The Gingerbread House (Spanish: Casita de turrón) by Roberto Tondopó was created between 2008 and 2015 in Tuxtla Gutiérrez, Chiapas, Mexico. The project documents his niece and nephew's transition from childhood to adolescence within the confines of the photographer’s childhood home.
Emerging amid a broader movement in Mexican photography toward conceptual and personal narratives, Tondopó’s work probes the tensions of domestic life in a country marked by hidden social repression and normalized violence. Drawing inspiration from fairy tales and psychological literature, Tondopó explores the home as both a nurturing space and a claustrophobic environment. His depiction of Andrea and Ángel captures adolescence as a state of emotional imbalance.

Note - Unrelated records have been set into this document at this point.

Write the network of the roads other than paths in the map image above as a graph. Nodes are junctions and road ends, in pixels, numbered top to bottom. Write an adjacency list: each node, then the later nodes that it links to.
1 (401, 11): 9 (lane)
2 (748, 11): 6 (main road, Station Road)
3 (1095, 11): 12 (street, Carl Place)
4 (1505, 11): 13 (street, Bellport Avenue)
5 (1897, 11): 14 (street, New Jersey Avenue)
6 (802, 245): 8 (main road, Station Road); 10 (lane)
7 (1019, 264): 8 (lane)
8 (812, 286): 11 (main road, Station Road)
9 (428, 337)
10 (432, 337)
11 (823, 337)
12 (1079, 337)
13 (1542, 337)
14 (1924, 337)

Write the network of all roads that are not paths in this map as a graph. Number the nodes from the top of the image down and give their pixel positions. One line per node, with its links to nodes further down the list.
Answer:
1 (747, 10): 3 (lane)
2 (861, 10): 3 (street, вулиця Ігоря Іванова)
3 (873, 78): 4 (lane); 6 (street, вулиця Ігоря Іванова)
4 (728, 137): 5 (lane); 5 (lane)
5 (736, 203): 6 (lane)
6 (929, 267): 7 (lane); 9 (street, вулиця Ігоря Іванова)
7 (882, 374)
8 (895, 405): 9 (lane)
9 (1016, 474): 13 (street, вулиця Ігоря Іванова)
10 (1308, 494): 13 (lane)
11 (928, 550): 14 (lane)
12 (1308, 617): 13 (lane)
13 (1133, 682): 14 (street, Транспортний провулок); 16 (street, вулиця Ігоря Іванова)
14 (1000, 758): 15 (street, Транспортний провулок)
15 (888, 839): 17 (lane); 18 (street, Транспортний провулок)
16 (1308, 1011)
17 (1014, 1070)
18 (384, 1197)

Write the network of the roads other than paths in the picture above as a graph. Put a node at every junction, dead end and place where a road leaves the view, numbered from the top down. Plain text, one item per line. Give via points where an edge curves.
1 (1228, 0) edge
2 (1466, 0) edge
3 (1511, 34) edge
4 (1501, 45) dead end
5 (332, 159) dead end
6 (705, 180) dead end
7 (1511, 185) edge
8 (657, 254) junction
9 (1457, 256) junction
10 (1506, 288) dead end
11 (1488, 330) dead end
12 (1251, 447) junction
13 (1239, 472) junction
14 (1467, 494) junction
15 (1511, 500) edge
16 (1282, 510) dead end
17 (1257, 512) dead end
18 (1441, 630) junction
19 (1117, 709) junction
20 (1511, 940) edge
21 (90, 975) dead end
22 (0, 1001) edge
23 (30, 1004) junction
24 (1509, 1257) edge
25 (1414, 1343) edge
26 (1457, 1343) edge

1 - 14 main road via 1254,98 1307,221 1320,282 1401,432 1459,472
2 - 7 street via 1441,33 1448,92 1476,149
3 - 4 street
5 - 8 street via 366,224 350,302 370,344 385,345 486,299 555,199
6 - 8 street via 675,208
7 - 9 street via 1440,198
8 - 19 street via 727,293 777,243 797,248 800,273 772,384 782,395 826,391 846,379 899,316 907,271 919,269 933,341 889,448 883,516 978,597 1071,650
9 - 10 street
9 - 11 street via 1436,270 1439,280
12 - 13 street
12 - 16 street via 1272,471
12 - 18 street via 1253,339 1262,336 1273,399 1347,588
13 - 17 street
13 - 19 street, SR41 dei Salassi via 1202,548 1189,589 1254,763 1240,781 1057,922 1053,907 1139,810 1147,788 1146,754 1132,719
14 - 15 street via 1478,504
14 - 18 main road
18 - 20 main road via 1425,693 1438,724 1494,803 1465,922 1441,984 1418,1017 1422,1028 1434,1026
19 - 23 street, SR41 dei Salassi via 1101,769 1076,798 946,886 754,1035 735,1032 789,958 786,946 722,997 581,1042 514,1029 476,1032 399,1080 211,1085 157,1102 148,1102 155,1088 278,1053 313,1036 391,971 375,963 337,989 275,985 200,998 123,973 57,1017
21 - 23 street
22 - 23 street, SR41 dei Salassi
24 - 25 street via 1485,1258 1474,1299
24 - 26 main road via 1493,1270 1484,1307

Visually, the series blends theatrical staging with observational portraiture. Color dominates, emulating the Kodachrome tones of family albums produced by Tondopó’s father, conjuring a bittersweet mood of nostalgia intertwined with unease. Household textures—curtains, clothing, wallpaper—anchor the work in a personal archive, while the children’s poses evoke both innocence and disturbance. The cinematic framing furthers a sense of narrative ambiguity, aligning the project with the psychological thriller genre, where physical space often mirrors emotional states.
Reception emphasized selective markers: PHotoEspaña showings (2013; 2015 Develar y detonar), Photoquai (2013), and the Taylor Wessing exhibition (2011). The 2015 La Fábrica photobook—co-published with Hydra + Fotografía, Fundación Televisa, and FONCA—plus the Tierney Fellowship (2011) positioned the series within contemporary Latin American practice.